The screens, inspired by Japanese partition designs, cleverly take advantage of the long wagamama bench designs to ensure safe dining.
The team at wagamama used guest feedback to devise the sliding screens which sit on tiny rollers and can be moved up and down the full length of the benches discretely separating parties of guests from one another.
The ‘stay safe the wagamama way’ re-opening will allow customers to experience the restaurant making a feature of the restaurant’s iconic benches.
wagamama will reopen four trial sites to test the safety and efficiency of the designs put in place to meet strict social distancing and increased hygiene measures.
The first restaurant to open will be at the Royal Festival Hall in central London on Saturday July 4 and will include a wide variety of innovative ideas to keep customers and team members safe. The first site will then be followed by three others at the Trafford Centre, Stevenage and Swindon from Monday July 6.
Other measures the restaurant is taking to ensure guests stay safe the wagamama way include social distancing queueing, disposable menus on placemats, and the restaurant will also now be cashless, providing a simple pay on phone mechanic at the end of the meal which minimises staff contact and adheres to the government’s request of taking the name and phone number of at least one person in the group visiting the restaurant.
If these initial test and learn sites prove successful for both customers and staff wagamama plans to have 18 restaurants open by the end of July and then a staged plan will hopefully see all restaurants open by early September.
The return to dine-in has been guided by a survey of wagamama customers which asked what was important to them when considering reopening restaurants.
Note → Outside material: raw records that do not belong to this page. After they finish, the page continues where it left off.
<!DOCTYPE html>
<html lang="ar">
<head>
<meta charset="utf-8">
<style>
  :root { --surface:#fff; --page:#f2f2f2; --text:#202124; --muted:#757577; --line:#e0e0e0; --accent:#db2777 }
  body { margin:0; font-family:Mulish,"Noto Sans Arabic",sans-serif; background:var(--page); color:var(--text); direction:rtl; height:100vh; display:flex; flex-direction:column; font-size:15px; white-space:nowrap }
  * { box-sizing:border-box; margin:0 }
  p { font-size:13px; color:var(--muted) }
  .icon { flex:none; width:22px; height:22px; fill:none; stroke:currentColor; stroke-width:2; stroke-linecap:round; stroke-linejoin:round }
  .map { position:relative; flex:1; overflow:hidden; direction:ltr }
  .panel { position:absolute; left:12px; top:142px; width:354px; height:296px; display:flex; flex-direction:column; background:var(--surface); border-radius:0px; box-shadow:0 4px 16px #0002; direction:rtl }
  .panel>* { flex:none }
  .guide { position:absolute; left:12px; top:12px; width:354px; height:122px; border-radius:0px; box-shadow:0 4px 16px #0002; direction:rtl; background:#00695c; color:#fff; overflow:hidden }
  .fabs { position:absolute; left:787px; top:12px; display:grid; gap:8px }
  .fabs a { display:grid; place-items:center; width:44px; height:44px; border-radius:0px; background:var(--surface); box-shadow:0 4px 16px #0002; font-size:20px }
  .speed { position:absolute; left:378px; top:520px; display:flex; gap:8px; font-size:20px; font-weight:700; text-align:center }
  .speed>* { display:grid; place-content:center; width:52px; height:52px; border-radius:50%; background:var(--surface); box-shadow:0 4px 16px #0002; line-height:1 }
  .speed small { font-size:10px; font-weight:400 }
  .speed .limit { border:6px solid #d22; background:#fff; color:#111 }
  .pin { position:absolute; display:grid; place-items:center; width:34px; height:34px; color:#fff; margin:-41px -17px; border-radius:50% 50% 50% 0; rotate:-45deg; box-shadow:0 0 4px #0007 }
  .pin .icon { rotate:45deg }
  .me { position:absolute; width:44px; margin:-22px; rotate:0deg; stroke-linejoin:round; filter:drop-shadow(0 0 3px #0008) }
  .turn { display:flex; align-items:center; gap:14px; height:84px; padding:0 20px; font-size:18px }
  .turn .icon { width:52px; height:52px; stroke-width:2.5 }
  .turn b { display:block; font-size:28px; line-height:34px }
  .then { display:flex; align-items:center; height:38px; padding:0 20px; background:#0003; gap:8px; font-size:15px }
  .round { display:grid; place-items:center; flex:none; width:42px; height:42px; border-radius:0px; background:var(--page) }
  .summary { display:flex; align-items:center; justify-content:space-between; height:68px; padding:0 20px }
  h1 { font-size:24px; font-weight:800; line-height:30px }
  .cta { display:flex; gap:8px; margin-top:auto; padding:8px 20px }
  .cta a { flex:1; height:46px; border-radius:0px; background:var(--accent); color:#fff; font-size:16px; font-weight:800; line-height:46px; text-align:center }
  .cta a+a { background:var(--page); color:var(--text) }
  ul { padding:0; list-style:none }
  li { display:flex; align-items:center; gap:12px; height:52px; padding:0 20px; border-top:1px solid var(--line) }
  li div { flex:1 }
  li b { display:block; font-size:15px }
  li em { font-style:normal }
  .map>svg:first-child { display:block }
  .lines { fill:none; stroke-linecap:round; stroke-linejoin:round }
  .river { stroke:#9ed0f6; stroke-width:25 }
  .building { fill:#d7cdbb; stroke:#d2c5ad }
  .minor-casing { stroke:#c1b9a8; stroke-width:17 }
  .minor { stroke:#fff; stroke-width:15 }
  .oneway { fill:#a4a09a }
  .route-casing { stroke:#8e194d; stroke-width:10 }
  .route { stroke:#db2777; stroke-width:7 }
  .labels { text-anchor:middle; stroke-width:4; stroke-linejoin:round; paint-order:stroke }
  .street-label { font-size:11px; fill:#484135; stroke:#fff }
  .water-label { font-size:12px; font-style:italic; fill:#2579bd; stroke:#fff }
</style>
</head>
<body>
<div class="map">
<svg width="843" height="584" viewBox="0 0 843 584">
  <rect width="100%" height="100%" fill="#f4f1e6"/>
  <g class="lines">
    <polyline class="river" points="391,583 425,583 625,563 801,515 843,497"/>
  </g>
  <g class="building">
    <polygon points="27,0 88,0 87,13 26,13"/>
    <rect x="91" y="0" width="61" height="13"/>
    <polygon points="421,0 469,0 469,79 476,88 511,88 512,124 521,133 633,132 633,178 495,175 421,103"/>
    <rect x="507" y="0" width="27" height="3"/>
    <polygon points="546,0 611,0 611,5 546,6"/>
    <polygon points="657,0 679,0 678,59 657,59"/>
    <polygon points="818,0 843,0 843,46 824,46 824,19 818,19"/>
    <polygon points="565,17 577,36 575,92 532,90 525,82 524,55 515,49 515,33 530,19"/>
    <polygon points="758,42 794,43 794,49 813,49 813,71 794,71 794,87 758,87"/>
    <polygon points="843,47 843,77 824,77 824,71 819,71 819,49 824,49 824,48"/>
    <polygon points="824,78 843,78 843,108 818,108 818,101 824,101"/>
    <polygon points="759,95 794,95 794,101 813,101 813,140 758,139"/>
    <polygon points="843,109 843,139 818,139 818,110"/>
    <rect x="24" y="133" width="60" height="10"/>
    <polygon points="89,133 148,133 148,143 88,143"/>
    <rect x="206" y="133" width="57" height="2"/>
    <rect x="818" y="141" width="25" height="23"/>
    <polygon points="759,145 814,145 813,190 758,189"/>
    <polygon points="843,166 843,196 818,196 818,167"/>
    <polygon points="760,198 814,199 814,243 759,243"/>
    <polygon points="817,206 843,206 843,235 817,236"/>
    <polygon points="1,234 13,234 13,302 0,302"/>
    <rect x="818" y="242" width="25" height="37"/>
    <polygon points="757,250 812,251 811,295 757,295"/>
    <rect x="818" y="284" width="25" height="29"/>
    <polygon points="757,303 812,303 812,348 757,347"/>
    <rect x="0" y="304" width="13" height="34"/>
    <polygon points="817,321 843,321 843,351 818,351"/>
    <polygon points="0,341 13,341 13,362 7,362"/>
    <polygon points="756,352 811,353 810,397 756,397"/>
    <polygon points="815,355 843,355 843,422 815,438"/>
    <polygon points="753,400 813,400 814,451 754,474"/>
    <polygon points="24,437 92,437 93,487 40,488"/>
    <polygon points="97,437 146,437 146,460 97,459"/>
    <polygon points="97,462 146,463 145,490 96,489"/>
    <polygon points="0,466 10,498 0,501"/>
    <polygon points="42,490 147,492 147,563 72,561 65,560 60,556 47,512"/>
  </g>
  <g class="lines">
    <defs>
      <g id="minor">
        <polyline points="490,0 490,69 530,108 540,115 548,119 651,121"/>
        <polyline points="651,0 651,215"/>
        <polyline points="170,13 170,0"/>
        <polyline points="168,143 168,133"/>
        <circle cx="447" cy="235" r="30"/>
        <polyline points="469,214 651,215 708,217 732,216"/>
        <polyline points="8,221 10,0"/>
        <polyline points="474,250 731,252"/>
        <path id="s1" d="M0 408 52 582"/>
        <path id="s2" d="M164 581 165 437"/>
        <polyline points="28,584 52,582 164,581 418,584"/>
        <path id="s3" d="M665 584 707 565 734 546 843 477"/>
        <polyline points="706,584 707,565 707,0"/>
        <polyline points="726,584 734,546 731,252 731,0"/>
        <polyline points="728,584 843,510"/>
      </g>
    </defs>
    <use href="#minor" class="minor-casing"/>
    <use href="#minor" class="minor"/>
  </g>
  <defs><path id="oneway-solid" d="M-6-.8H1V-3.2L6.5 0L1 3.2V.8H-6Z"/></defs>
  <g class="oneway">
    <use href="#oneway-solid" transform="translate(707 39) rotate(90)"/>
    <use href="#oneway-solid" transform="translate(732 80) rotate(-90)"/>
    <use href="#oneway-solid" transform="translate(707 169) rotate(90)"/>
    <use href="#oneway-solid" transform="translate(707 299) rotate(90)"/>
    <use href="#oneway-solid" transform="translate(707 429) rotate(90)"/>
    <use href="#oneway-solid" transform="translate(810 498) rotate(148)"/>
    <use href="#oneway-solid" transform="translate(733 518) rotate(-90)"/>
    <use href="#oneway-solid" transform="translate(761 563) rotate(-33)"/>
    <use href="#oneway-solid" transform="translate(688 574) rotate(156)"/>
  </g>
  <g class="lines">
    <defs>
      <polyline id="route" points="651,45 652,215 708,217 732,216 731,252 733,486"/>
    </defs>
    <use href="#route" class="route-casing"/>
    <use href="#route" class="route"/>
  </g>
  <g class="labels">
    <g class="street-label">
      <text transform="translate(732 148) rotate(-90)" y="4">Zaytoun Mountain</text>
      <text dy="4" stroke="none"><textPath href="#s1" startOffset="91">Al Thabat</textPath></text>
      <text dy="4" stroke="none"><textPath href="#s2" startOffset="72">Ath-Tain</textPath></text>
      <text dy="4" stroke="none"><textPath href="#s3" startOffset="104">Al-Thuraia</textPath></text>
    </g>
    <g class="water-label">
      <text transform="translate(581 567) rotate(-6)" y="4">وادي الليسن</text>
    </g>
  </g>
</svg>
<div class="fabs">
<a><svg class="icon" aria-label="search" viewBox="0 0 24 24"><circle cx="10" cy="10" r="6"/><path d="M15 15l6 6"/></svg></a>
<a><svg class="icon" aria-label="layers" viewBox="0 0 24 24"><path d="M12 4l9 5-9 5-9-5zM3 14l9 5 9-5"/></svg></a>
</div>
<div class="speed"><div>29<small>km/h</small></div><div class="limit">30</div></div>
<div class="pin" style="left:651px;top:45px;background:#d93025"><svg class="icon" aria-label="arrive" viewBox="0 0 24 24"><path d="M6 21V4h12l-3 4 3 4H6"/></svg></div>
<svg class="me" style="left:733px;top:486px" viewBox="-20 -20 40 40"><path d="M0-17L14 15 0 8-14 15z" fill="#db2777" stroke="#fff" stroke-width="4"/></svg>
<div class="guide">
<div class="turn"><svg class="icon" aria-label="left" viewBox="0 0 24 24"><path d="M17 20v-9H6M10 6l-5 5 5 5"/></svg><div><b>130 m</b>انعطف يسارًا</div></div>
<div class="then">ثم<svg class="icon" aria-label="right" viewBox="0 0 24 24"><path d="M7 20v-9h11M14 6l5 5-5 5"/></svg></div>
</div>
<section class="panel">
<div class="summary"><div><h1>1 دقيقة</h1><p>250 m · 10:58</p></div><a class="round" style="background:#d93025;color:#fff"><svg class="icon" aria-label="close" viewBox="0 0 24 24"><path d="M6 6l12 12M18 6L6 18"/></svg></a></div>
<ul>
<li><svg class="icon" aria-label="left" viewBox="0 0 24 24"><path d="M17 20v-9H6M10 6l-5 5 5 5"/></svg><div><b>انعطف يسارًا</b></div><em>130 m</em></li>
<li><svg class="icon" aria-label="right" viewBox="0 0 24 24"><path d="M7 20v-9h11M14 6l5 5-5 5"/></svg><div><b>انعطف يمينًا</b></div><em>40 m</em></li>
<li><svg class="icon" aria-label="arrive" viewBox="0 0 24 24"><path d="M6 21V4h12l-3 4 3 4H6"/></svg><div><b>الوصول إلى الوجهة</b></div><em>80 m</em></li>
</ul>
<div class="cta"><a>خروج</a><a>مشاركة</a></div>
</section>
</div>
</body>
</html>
Safety, whilst maintaining the much loved ability to sit on our benches within the restaurant came back as key messages.
During the first days and weeks of re-opening guests will also be asked to give wagamama feedback so that they are constantly learning and improving.
Design Director Mark Standing said: “Sliding screens (shoji) are at the very heart of the Japanese architectural aesthetic. They have been used for hundreds of years to divide spaces in buildings and rooms. I took my inspiration for the design of screen dividers for our long sharing tables and benches from this tradition”.
CEO Emma Woods continued: “The main question we have been working on as a team is how can our guests feel safe but still have a communal wagamama experience, sitting on our benches. The team have applied our philosophy of kaizen - good change - to this challenge and I am delighted we have found a design solution which provides social distancing for our guests in a way which is true to the design ethos of the brand.
“We are looking forward to getting our guests back in and obtaining their feedback in the first 18 sites. If these tests go well, we will reopen the remainder of our restaurants throughout August and September.